§ **STORED DATA**
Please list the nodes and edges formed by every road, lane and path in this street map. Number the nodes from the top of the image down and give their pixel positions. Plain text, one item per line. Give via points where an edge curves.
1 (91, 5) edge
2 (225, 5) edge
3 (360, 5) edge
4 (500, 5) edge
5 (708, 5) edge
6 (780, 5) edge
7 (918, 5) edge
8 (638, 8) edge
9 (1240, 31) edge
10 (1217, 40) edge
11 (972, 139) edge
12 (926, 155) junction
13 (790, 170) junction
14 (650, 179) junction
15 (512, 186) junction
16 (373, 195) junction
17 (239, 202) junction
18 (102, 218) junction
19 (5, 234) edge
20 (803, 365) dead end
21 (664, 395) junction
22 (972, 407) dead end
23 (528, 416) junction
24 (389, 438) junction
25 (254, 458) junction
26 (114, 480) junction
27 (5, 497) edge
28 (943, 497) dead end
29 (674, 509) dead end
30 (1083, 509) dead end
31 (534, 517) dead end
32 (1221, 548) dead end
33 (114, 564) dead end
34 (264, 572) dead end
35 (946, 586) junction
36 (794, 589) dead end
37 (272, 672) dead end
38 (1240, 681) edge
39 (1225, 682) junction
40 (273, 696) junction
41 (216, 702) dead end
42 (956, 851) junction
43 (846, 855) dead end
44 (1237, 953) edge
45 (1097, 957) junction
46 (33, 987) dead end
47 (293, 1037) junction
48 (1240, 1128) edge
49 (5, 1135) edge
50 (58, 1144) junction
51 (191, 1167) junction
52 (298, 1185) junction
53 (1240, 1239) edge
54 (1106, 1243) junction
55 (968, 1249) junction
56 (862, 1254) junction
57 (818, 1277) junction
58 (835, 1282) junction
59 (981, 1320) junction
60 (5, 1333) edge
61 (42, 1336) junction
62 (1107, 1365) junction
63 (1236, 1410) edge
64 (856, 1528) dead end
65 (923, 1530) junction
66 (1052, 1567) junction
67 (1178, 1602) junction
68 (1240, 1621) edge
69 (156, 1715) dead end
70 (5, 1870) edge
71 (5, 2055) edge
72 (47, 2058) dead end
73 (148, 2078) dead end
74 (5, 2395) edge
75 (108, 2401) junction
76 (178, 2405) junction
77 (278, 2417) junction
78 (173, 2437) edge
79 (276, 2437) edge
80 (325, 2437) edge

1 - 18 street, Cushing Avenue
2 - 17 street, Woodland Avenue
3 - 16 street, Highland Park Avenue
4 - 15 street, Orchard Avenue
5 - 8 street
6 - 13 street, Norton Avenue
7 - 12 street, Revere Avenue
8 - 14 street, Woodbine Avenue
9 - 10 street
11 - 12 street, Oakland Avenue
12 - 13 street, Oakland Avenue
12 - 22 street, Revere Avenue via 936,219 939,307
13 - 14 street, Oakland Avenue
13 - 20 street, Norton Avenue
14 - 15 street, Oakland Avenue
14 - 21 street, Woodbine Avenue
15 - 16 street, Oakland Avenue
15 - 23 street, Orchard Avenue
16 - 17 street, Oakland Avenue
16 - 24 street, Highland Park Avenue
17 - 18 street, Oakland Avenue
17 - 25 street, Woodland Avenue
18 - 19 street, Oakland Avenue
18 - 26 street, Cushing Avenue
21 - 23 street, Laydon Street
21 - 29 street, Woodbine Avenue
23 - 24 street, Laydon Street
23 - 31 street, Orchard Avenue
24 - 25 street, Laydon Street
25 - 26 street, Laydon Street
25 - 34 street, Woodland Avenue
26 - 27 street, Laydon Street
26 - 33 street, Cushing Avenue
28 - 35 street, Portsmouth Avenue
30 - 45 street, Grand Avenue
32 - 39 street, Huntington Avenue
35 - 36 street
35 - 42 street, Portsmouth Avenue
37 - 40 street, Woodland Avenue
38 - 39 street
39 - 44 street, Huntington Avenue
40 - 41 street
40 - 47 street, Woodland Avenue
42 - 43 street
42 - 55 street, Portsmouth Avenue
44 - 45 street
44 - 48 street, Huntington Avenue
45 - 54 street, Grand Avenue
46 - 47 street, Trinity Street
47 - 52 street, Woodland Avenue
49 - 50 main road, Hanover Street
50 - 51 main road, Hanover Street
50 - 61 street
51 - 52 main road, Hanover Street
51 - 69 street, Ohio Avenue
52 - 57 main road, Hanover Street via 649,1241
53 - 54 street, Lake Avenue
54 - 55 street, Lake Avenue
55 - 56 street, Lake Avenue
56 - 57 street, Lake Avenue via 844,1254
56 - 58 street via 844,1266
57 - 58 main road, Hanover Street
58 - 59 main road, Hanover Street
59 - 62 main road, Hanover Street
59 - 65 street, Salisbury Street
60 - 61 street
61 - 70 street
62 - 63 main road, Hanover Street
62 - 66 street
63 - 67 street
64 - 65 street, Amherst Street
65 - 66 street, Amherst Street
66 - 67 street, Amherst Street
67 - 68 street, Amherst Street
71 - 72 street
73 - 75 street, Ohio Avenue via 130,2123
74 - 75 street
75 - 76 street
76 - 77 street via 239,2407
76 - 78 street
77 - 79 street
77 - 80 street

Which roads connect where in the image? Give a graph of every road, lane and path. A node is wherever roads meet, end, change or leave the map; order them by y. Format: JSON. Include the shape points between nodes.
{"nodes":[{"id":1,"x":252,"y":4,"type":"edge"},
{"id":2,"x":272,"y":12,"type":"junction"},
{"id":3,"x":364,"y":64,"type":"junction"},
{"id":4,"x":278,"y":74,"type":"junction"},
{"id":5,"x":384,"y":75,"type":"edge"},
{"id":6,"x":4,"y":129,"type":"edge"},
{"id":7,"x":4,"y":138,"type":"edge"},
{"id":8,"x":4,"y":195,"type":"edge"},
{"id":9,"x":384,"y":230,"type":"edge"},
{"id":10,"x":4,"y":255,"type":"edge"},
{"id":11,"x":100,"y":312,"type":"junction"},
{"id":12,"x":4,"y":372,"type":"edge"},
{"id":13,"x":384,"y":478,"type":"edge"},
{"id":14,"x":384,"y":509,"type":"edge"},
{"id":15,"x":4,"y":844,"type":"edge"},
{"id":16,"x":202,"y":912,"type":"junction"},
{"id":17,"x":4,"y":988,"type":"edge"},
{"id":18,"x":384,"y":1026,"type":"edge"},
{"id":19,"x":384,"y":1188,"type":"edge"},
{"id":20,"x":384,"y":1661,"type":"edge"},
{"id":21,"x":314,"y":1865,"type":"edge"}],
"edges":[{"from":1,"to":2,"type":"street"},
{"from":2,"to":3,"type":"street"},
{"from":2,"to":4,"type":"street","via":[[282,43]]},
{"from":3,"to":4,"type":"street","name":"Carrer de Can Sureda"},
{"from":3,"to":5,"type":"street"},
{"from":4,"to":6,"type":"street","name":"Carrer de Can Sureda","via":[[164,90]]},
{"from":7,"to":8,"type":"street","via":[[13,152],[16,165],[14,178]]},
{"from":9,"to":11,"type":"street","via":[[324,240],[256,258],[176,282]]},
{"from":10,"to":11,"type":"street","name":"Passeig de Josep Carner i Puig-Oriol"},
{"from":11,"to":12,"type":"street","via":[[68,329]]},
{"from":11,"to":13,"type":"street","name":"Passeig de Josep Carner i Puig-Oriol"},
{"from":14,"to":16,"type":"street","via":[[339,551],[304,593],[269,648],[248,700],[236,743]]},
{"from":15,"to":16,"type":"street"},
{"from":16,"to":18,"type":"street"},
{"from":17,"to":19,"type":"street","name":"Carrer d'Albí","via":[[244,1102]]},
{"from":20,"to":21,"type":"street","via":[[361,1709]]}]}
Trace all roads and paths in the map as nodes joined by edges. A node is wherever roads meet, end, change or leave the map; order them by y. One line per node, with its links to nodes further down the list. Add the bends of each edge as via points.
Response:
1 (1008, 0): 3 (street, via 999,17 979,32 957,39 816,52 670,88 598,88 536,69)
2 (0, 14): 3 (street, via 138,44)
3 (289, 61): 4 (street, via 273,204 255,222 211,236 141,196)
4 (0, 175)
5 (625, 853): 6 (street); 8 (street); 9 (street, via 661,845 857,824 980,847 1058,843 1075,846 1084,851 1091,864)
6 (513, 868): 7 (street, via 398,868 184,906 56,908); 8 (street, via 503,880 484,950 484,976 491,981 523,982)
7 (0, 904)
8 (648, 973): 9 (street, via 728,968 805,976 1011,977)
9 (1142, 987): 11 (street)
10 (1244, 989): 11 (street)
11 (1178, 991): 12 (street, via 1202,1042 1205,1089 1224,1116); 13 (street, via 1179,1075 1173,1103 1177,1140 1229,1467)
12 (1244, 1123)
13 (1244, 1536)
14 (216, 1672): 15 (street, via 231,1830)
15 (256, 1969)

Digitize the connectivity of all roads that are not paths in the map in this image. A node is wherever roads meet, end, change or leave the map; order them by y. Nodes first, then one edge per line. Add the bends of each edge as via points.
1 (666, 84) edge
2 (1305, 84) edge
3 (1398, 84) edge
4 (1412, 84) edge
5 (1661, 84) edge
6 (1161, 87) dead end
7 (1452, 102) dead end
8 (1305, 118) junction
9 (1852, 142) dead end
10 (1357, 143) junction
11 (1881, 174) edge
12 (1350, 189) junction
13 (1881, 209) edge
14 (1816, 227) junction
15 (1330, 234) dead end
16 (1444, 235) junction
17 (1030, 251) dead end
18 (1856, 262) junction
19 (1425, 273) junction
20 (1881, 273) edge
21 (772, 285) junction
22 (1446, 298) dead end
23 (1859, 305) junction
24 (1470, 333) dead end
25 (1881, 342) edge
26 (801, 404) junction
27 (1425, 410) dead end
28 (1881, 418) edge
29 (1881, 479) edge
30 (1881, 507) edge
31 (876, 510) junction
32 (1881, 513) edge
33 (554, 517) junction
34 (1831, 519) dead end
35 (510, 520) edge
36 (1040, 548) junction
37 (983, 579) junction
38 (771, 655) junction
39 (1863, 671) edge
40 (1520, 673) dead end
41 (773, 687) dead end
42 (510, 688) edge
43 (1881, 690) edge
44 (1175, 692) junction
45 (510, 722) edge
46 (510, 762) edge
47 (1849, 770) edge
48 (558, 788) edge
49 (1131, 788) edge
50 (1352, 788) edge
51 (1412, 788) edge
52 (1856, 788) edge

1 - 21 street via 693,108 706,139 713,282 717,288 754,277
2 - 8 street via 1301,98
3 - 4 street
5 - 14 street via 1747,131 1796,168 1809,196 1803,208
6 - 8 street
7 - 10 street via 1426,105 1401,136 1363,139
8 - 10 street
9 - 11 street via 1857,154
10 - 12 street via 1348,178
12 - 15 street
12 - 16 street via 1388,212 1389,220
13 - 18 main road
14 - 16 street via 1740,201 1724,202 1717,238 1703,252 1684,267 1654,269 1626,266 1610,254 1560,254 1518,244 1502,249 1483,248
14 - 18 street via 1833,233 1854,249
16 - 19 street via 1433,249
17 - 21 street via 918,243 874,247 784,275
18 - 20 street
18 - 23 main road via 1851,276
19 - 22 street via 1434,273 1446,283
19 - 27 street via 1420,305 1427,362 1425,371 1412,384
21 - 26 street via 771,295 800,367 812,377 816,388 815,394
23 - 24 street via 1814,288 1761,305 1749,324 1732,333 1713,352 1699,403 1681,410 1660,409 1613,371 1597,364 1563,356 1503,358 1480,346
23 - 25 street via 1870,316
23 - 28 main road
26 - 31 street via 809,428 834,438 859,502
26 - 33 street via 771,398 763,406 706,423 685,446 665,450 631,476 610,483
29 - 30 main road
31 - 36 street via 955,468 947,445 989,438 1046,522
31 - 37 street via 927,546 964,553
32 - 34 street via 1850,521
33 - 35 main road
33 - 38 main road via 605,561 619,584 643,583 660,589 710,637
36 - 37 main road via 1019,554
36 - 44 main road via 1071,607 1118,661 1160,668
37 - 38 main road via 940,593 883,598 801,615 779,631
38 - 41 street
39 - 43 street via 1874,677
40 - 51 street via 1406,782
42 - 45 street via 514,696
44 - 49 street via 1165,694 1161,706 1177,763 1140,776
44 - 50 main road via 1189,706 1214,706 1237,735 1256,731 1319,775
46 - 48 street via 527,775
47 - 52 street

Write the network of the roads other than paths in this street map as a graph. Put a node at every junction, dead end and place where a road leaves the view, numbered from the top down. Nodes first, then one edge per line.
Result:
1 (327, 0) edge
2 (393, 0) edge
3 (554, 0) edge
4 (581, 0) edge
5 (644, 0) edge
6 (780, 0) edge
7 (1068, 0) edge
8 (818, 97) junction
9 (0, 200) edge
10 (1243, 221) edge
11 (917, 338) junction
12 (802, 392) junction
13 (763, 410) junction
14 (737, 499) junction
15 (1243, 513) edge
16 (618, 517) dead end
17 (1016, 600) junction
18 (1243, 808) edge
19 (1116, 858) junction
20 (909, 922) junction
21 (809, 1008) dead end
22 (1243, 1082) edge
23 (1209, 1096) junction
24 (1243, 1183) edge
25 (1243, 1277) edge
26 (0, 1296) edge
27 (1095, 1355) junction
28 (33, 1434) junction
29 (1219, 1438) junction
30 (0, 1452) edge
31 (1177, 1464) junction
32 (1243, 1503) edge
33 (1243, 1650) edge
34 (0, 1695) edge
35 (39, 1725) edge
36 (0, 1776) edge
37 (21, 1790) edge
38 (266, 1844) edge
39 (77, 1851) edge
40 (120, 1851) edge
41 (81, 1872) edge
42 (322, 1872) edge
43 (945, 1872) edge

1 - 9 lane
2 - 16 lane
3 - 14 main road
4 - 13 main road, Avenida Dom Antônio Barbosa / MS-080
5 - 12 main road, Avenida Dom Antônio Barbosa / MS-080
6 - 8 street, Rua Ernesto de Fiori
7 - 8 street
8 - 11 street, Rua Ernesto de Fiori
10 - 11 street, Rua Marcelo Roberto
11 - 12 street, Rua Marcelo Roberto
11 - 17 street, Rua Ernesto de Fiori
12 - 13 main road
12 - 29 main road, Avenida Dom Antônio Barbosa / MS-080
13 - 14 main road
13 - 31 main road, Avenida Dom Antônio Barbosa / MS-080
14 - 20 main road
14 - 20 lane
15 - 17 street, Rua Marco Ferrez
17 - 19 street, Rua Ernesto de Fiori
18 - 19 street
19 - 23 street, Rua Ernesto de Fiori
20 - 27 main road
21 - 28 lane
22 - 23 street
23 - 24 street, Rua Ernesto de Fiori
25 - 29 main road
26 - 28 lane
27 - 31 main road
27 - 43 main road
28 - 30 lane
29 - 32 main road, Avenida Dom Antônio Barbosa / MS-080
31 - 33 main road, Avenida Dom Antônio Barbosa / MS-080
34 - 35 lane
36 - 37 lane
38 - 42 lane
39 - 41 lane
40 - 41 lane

§ **WORK INSTRUCTIONS**
Find the word "them" in the entries above and gather every line that holds it.

§ **SOLUTION TO THIS PROBLEM**
Which roads connect where in the image? Give a graph of every road, lane and path. A node is wherever roads meet, end, change or leave the map; order them by y. Format: JSON. Include the shape points between nodes.
Trace all roads and paths in the map as nodes joined by edges. A node is wherever roads meet, end, change or leave the map; order them by y. One line per node, with its links to nodes further down the list. Add the bends of each edge as via points.
Digitize the connectivity of all roads that are not paths in the map in this image. A node is wherever roads meet, end, change or leave the map; order them by y. Nodes first, then one edge per line. Add the bends of each edge as via points.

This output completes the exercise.